**TASK DESCRIPTION:**
Only lines containing the word "lane" are needed; pull them out of the material.

**DATA SECTION:**
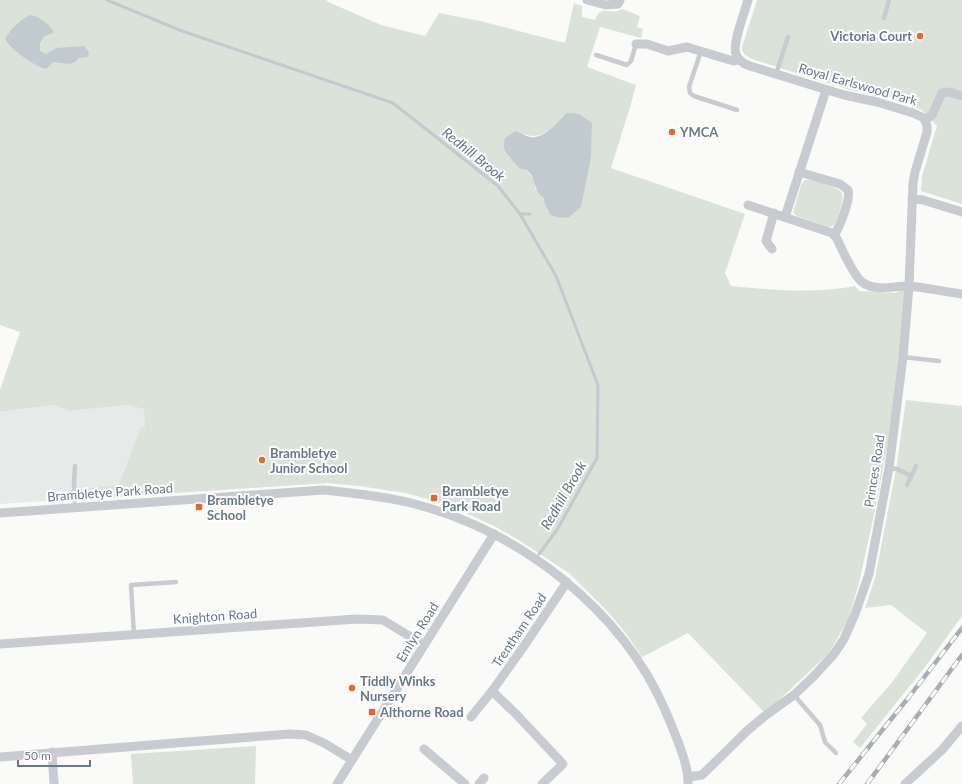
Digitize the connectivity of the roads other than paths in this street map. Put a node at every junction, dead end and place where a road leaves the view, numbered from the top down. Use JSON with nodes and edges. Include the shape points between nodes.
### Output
{"nodes":[{"id":1,"x":587,"y":0,"type":"edge"},
{"id":2,"x":620,"y":0,"type":"edge"},
{"id":3,"x":748,"y":0,"type":"edge"},
{"id":4,"x":890,"y":0,"type":"edge"},
{"id":5,"x":884,"y":18,"type":"dead end"},
{"id":6,"x":788,"y":37,"type":"dead end"},
{"id":7,"x":636,"y":44,"type":"joint"},
{"id":8,"x":701,"y":51,"type":"junction"},
{"id":9,"x":596,"y":56,"type":"dead end"},
{"id":10,"x":738,"y":59,"type":"junction"},
{"id":11,"x":776,"y":74,"type":"junction"},
{"id":12,"x":826,"y":90,"type":"junction"},
{"id":13,"x":962,"y":96,"type":"edge"},
{"id":14,"x":737,"y":110,"type":"dead end"},
{"id":15,"x":925,"y":120,"type":"junction"},
{"id":16,"x":799,"y":172,"type":"junction"},
{"id":17,"x":912,"y":199,"type":"junction"},
{"id":18,"x":748,"y":205,"type":"dead end"},
{"id":19,"x":962,"y":212,"type":"edge"},
{"id":20,"x":774,"y":213,"type":"junction"},
{"id":21,"x":785,"y":217,"type":"junction"},
{"id":22,"x":834,"y":235,"type":"junction"},
{"id":23,"x":772,"y":249,"type":"dead end"},
{"id":24,"x":909,"y":286,"type":"junction"},
{"id":25,"x":962,"y":294,"type":"edge"},
{"id":26,"x":903,"y":357,"type":"junction"},
{"id":27,"x":939,"y":361,"type":"dead end"},
{"id":28,"x":75,"y":466,"type":"dead end"},
{"id":29,"x":916,"y":466,"type":"dead end"},
{"id":30,"x":889,"y":468,"type":"junction"},
{"id":31,"x":911,"y":476,"type":"junction"},
{"id":32,"x":907,"y":485,"type":"dead end"},
{"id":33,"x":75,"y":507,"type":"junction"},
{"id":34,"x":0,"y":512,"type":"edge"},
{"id":35,"x":494,"y":534,"type":"junction"},
{"id":36,"x":176,"y":582,"type":"dead end"},
{"id":37,"x":567,"y":582,"type":"junction"},
{"id":38,"x":134,"y":635,"type":"junction"},
{"id":39,"x":0,"y":644,"type":"edge"},
{"id":40,"x":424,"y":645,"type":"junction"},
{"id":41,"x":492,"y":691,"type":"junction"},
{"id":42,"x":794,"y":695,"type":"junction"},
{"id":43,"x":471,"y":717,"type":"dead end"},
{"id":44,"x":962,"y":726,"type":"edge"},
{"id":45,"x":424,"y":750,"type":"dead end"},
{"id":46,"x":52,"y":752,"type":"junction"},
{"id":47,"x":836,"y":753,"type":"dead end"},
{"id":48,"x":0,"y":757,"type":"edge"},
{"id":49,"x":352,"y":760,"type":"junction"},
{"id":50,"x":688,"y":780,"type":"edge"},
{"id":51,"x":54,"y":784,"type":"edge"},
{"id":52,"x":337,"y":784,"type":"edge"},
{"id":53,"x":465,"y":784,"type":"edge"},
{"id":54,"x":542,"y":784,"type":"edge"},
{"id":55,"x":905,"y":784,"type":"edge"}],
"edges":[{"from":1,"to":2,"type":"street","via":[[606,5],[618,4]]},
{"from":3,"to":10,"type":"street","via":[[736,42],[735,52]]},
{"from":4,"to":5,"type":"lane"},
{"from":6,"to":11,"type":"lane"},
{"from":7,"to":8,"type":"street","name":"Royal Earlswood Park","via":[[668,51],[685,47]]},
{"from":7,"to":9,"type":"lane","via":[[628,65]]},
{"from":8,"to":10,"type":"street","name":"Royal Earlswood Park","via":[[734,61]]},
{"from":8,"to":14,"type":"lane","via":[[689,87],[690,93]]},
{"from":10,"to":11,"type":"street","name":"Royal Earlswood Park","via":[[747,65]]},
{"from":11,"to":12,"type":"street","name":"Royal Earlswood Park"},
{"from":12,"to":15,"type":"street","name":"Royal Earlswood Park","via":[[906,110],[920,115]]},
{"from":12,"to":16,"type":"street"},
{"from":13,"to":15,"type":"street","via":[[950,92],[942,93],[932,115]]},
{"from":15,"to":17,"type":"street","name":"Royal Earlswood Park","via":[[927,132],[915,172]]},
{"from":16,"to":21,"type":"street"},
{"from":16,"to":22,"type":"street","via":[[840,184],[848,190],[845,209]]},
{"from":17,"to":19,"type":"street"},
{"from":17,"to":24,"type":"street","name":"Royal Earlswood Park"},
{"from":18,"to":20,"type":"street"},
{"from":20,"to":21,"type":"street"},
{"from":20,"to":23,"type":"street","via":[[766,241]]},
{"from":21,"to":22,"type":"street","via":[[829,231]]},
{"from":22,"to":24,"type":"street","via":[[862,282],[879,288]]},
{"from":24,"to":25,"type":"street"},
{"from":24,"to":26,"type":"street","name":"Princes Road"},
{"from":26,"to":27,"type":"lane"},
{"from":26,"to":30,"type":"street","name":"Princes Road"},
{"from":28,"to":33,"type":"lane"},
{"from":29,"to":31,"type":"lane"},
{"from":30,"to":31,"type":"lane"},
{"from":30,"to":42,"type":"street","name":"Princes Road","via":[[869,574],[855,614],[834,654]]},
{"from":31,"to":32,"type":"lane"},
{"from":33,"to":34,"type":"street","name":"Brambletye Park Road"},
{"from":33,"to":35,"type":"street","name":"Brambletye Park Road","via":[[324,490],[410,503],[457,518]]},
{"from":35,"to":37,"type":"street","name":"Brambletye Park Road","via":[[543,563]]},
{"from":35,"to":40,"type":"street","name":"Emlyn Road"},
{"from":36,"to":38,"type":"lane","via":[[131,585]]},
{"from":37,"to":41,"type":"street","name":"Trentham Road"},
{"from":37,"to":50,"type":"street","name":"Brambletye Park Road","via":[[618,634],[644,669],[659,696],[679,744]]},
{"from":38,"to":39,"type":"street","name":"Knighton Road"},
{"from":38,"to":40,"type":"street","name":"Knighton Road","via":[[357,619],[383,620]]},
{"from":40,"to":49,"type":"street","name":"Emlyn Road"},
{"from":41,"to":43,"type":"street","name":"Trentham Road"},
{"from":41,"to":54,"type":"street","via":[[563,764]]},
{"from":42,"to":47,"type":"lane","via":[[820,725],[825,742]]},
{"from":42,"to":50,"type":"street","name":"Princes Road","via":[[766,715],[702,775]]},
{"from":44,"to":55,"type":"street","via":[[942,750]]},
{"from":45,"to":53,"type":"street"},
{"from":46,"to":48,"type":"street"},
{"from":46,"to":49,"type":"street","via":[[289,734],[306,735]]},
{"from":46,"to":51,"type":"street"},
{"from":49,"to":52,"type":"street","name":"Emlyn Road"}]}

**SOLUTION FOR THIS PROBLEM:**
{"from":4,"to":5,"type":"lane"},
{"from":6,"to":11,"type":"lane"},
{"from":7,"to":9,"type":"lane","via":[[628,65]]},
{"from":8,"to":14,"type":"lane","via":[[689,87],[690,93]]},
{"from":26,"to":27,"type":"lane"},
{"from":28,"to":33,"type":"lane"},
{"from":29,"to":31,"type":"lane"},
{"from":30,"to":31,"type":"lane"},
{"from":31,"to":32,"type":"lane"},
{"from":36,"to":38,"type":"lane","via":[[131,585]]},
{"from":42,"to":47,"type":"lane","via":[[820,725],[825,742]]},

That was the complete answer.